This might explain why doctors would want to redo some tests, but selectively ignoring negative results is a highly irresponsible policy, especially if you base those decisions on a “typical clinical picture” for a disease with a very common pattern of symptoms.
The “typical” clinical presentation of Covid19 is a fever, cough and shortness of breath. This is far too vague to be used to clinically diagnose anything, and could obviously lead to thousands of patients with flu, colds or other minor respiratory infections being listed as Covid19 cases. Either because they were tested for Covid19 repeatedly until they got a positive result, or because they had their negative result dismissed as a “false negative” and were clinically diagnosed.
Clearly this approach could artificially inflate the number of Covid19 cases. This would be true even if your test was a reliable diagnostic tool. The PCR test they use to “diagnose” Coronavirus infection is not reliable.
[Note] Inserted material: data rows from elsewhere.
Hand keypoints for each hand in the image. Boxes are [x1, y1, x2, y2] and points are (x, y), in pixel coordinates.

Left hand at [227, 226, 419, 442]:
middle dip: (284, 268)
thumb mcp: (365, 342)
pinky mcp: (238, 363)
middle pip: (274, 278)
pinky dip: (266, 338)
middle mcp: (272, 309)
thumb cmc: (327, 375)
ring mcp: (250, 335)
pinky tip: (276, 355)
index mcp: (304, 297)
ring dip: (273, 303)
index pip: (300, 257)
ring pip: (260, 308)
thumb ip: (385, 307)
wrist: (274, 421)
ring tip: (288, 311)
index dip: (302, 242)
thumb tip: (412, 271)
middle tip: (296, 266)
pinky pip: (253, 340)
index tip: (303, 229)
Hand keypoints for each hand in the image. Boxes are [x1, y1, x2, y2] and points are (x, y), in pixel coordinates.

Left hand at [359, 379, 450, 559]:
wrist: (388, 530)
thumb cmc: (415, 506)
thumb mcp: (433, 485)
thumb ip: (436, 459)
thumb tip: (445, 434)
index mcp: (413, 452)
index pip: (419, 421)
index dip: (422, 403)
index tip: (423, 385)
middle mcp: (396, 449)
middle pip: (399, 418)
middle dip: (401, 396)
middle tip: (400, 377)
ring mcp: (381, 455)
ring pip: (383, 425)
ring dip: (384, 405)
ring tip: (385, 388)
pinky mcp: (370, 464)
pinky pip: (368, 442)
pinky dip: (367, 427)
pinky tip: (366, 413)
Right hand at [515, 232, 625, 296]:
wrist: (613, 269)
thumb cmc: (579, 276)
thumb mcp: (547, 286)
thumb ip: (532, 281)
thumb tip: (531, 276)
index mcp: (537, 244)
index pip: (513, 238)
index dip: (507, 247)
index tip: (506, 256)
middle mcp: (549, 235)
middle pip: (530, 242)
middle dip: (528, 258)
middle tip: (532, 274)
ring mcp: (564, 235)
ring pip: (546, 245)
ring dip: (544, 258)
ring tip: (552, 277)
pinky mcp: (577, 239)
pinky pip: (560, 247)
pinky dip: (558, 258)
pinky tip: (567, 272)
In fact, the evidence calling these tests into question is pretty extensive (you can read Kevin Ryan’s detailed write-up here):
An early study, done in China, found two PCR tests from the same patient at the same time could return different results. Another Chinese study (since retracted for unexplained reasons) found the PCR tests returned huge numbers of false positives. In the UK a batch of tests was discovered to be contaminated with Coronavirus. In the US, the tests were found to react to the negative control sample when they should not (potentially leading to false positives). In Germany, an 84-year-old man tested positive, leading to his entire nursing home being quarantined. It was later found he actually only had a common cold. During the SARS outbreak of 2003, PCR tests in Canada were found to respond to all coronaviruses, not just SARS-Cov. In a report dismissing the idea of “re-infection”, South Korea’s CDC claimed PCR tests produce false positives because they cannot tell the difference between a live virus and a dead one, adding that patients could continue to test positive for months after their immune system has killed the virus.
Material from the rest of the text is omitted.